Je n’avais pas du tout l’intention initiale de publier ces traductions. Je voulais traduire pour moi-même comprendre ce que c’était qu’une langue qui va vite, une langue aussi qui atteint le poétique par la simplicité, la banalité, l’expérience ordinaire, de petites capsules de récit.
Une fois que je me suis pris au jeu, j’ai continué parce que je crois qu’en moulant sa langue sur le rythme d’une autre langue (une langue étrangère et la langue d’un autre) on gagne beaucoup en souplesse dans son propre travail.
Comment avez-vous appris à traduire ? Est-ce qu’il y a des modèles qui vous ont permis d’exercer la traduction ?
J’ai vraiment appris sur le tas et j’espère que je me suis amélioré à force ! Je n’ai pas fait d’école et je ne sais pas si je peux dire que j’ai eu des modèles, même si par exemple, j’ai été très sensible à la manière de traduire de Jacques Roubaud, notamment la poésie médiévale occitane ou japonaise.
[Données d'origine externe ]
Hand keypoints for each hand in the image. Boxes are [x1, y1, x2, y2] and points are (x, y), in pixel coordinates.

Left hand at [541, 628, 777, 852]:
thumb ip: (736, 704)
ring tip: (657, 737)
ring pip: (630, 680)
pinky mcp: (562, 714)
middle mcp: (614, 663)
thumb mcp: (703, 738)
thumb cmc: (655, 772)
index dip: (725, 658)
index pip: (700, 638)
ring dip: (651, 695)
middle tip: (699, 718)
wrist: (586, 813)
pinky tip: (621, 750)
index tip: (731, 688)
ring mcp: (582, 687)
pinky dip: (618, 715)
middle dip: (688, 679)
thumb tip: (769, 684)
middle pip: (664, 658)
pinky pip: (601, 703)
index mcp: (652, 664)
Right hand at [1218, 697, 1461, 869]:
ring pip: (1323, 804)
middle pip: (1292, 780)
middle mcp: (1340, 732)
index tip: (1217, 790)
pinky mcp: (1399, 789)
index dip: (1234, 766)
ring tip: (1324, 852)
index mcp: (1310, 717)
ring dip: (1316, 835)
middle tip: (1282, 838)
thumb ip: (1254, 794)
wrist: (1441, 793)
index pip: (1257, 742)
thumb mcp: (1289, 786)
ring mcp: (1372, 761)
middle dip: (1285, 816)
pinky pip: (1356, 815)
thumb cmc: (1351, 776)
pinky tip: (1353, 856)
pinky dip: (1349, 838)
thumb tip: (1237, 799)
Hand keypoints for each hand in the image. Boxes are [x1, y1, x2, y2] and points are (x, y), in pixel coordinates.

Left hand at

Je trouve qu’il tient une place qui m’intéresse, à l’écart des deux courants qui hantent la traduction contemporaine.
On pourrait résumer ces deux courants ainsi. D’un côté une façon de se faire hanter par la langue source qui frise parfois la traduction volontairement littérale ou au moins le calque ; de l’autre, une espèce de liberté interprétative qui a aussi des audaces étonnantes – c’est le cas d’Yves Bonnefoy qui n’hésite pas à changer les pronoms en traduisant un poème de Yeats ou celui d’Armel Guerne quand il traduit et parfois amplifie encore un peu plus les Élégies de Duino de Rilke et certaines de ses libertés sont très heureuses.
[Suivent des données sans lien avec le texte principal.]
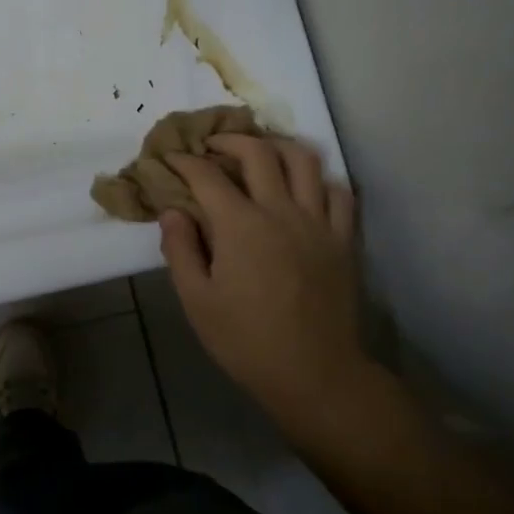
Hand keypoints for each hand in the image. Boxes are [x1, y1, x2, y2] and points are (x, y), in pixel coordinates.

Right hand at [160, 136, 371, 411]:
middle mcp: (281, 211)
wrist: (314, 374)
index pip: (207, 176)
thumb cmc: (246, 340)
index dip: (184, 161)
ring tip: (261, 153)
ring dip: (278, 147)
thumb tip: (172, 212)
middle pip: (258, 152)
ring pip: (304, 160)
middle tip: (212, 146)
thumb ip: (180, 250)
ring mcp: (318, 222)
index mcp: (240, 225)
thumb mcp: (196, 301)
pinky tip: (305, 188)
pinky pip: (339, 192)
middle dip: (230, 140)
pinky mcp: (343, 239)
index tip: (169, 158)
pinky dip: (320, 179)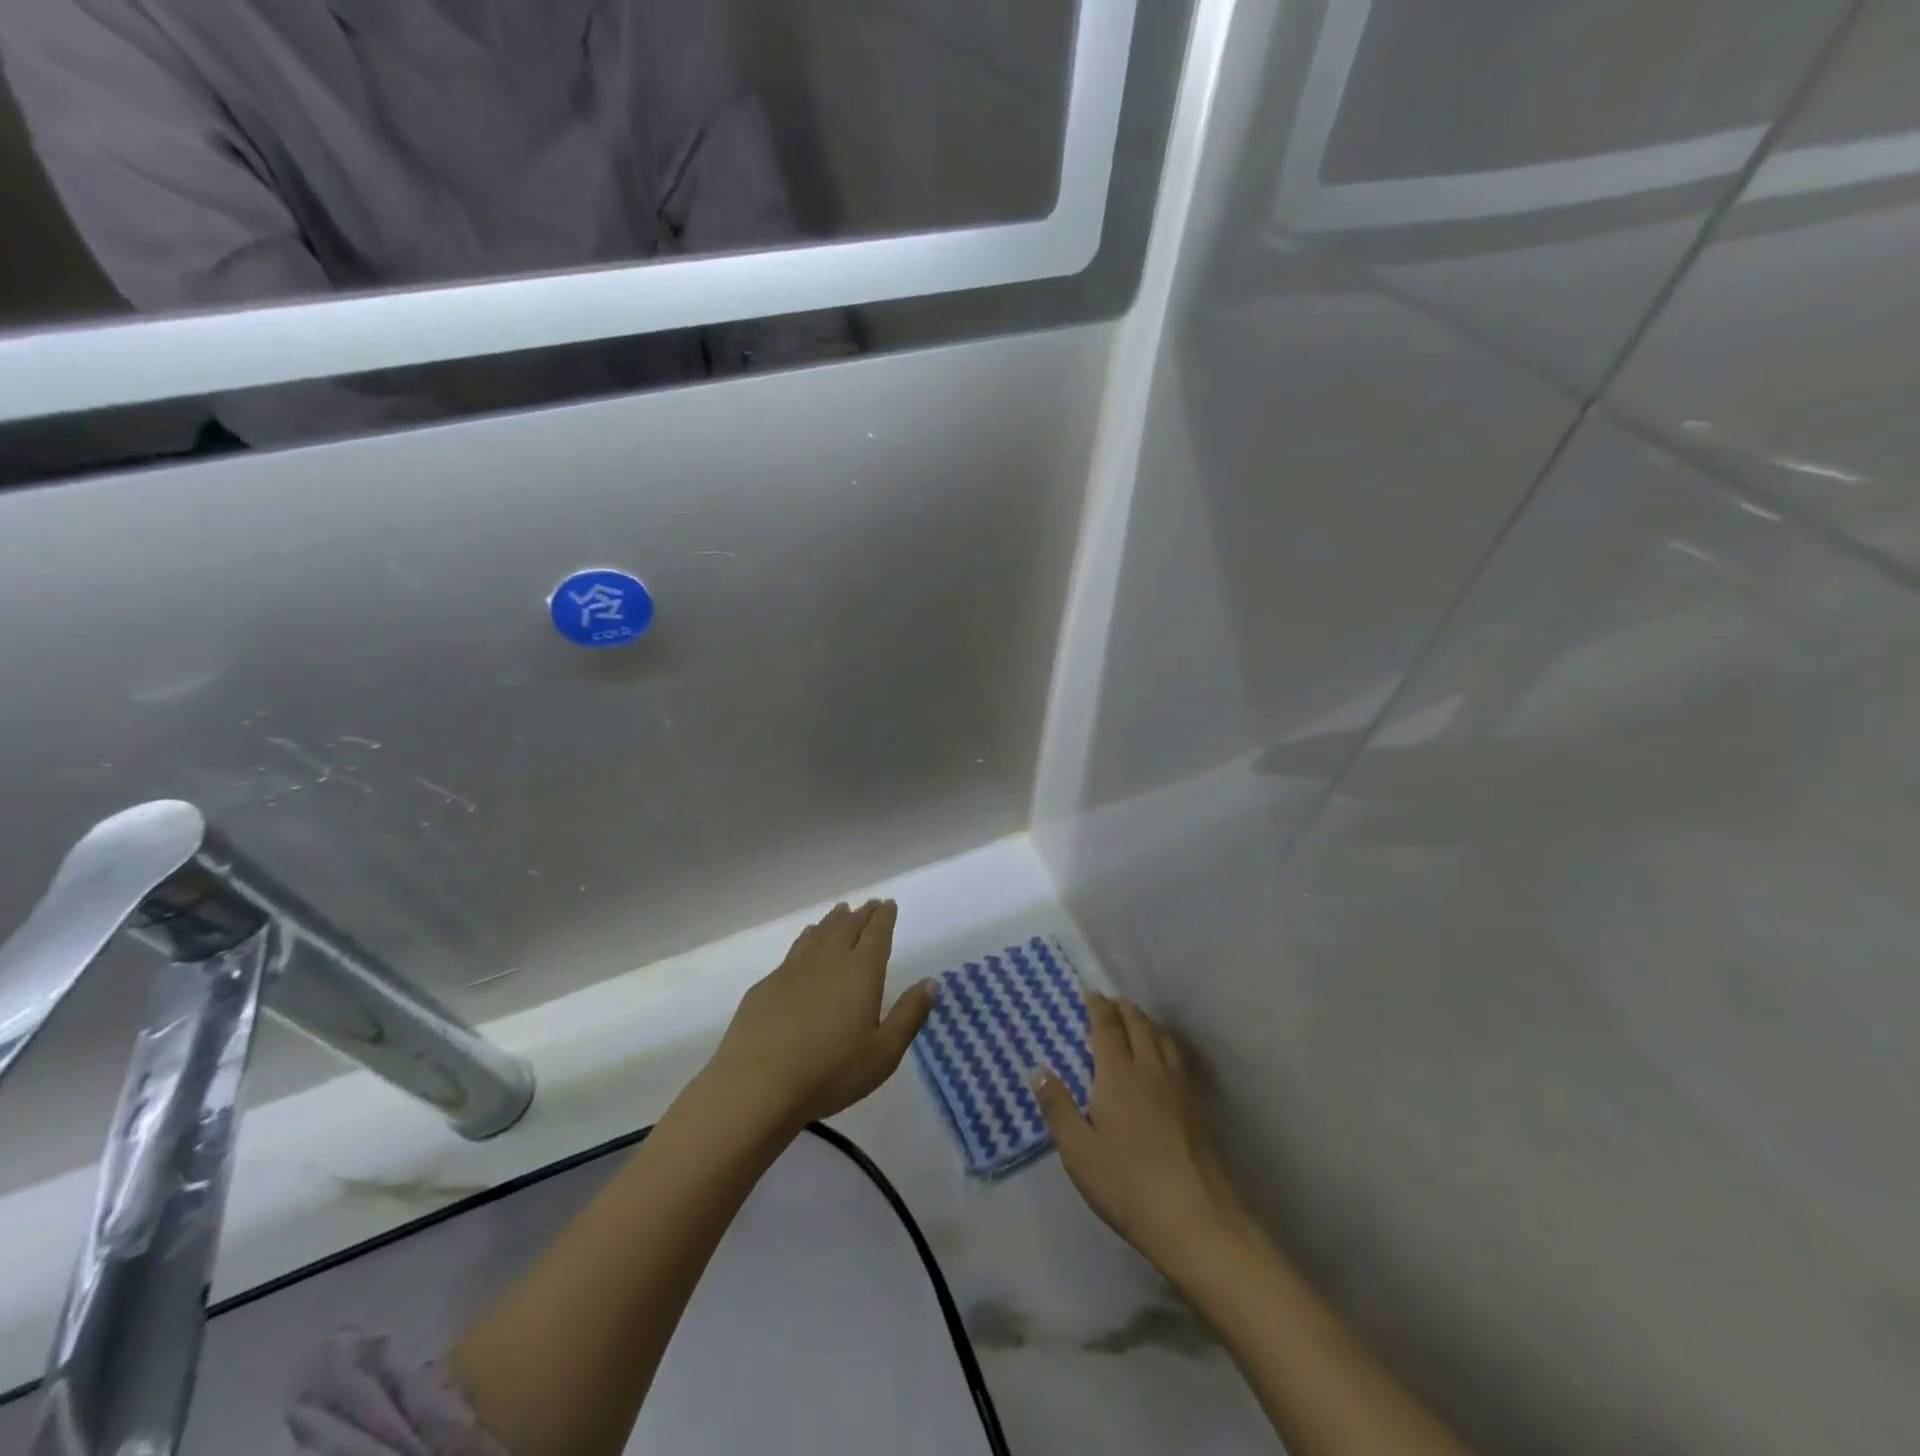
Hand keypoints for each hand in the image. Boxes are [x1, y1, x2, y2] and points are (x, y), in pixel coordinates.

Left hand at [706, 900, 934, 1135]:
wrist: (757, 1084)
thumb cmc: (831, 1072)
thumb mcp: (883, 1052)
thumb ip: (909, 1014)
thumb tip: (931, 982)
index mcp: (861, 971)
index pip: (876, 933)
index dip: (884, 917)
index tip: (889, 904)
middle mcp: (828, 960)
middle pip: (848, 927)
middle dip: (862, 914)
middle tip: (870, 904)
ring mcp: (793, 969)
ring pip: (819, 933)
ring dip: (833, 921)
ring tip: (840, 913)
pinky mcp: (767, 985)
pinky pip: (795, 949)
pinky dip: (807, 938)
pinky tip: (805, 943)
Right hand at [1032, 993, 1255, 1280]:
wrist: (1198, 1219)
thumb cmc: (1127, 1184)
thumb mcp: (1078, 1151)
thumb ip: (1057, 1106)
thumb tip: (1038, 1069)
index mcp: (1118, 1073)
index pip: (1108, 1026)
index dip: (1098, 1006)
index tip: (1090, 993)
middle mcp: (1151, 1069)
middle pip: (1139, 1024)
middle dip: (1123, 1008)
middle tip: (1110, 1002)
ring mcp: (1180, 1087)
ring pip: (1163, 1038)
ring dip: (1146, 1022)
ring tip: (1135, 1023)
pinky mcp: (1200, 1107)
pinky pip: (1179, 1058)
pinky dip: (1165, 1044)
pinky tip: (1163, 1061)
Je n’ai d’opposition de principe ni à l’un ni à l’autre courant, mais ce qui m’intéresse, c’est plutôt la manière dont une langue peut s’approprier, faire sienne, les inventions, les usages, les habitudes d’autres langues et dans ce cadre je cherche plutôt à familiariser les autres langues dans la mienne en contournant le moins possible les difficultés. La traduction représente alors une sorte de contrainte pour l’invention. Ce qui me semble plus ou moins la position de Roubaud.
Est-ce que selon vous, un·e auteurice traduit différemment par rapport à des traducteurices dont c’est l’unique travail ? Faut-il avoir son propre rapport à l’écriture pour ne pas traduire de manière trop littérale ?
Je ne sais pas si je saurais répondre à cette question. Ce qui est sûr, c’est qu’il n’y a pas différences de principe entre un métier et l’autre : chacun de ces métiers a le souci de la langue.
Si on prend le cas d’André Markowicz par exemple, je crois qu’on peut dire qu’il est essentiellement traducteur et pourtant, sa langue est capable d’inventions de cadences surprenantes et d’un grand détachement de la littéralité.
Je me souviens avoir pris le bus avec lui, et l’avoir entendu analyser à la volée la cadence et l’accentuation des conversations qui nous entouraient. On lui reproche même parfois cette façon qu’il a de sur-oraliser les textes qu’il traduit.
De même, lorsqu’Eve Malleret traduit Marina Tsvetaïeva, elle sait retrouver l’énergie concrète, furieuse, énervée parfois, tendue toujours, de cette langue.
Donc, réflexion faite, je crois que je répondrais non. Ce qui compte surtout, je crois, c’est d’être capable de trouver un enjeu linguistique pour soi au sein de la langue que l’on traduit. On ne traduit jamais tout, il faut accepter cette perte et se concentrer sur les enjeux que l’on souhaite transmettre. C’est au sens propre une interprétation.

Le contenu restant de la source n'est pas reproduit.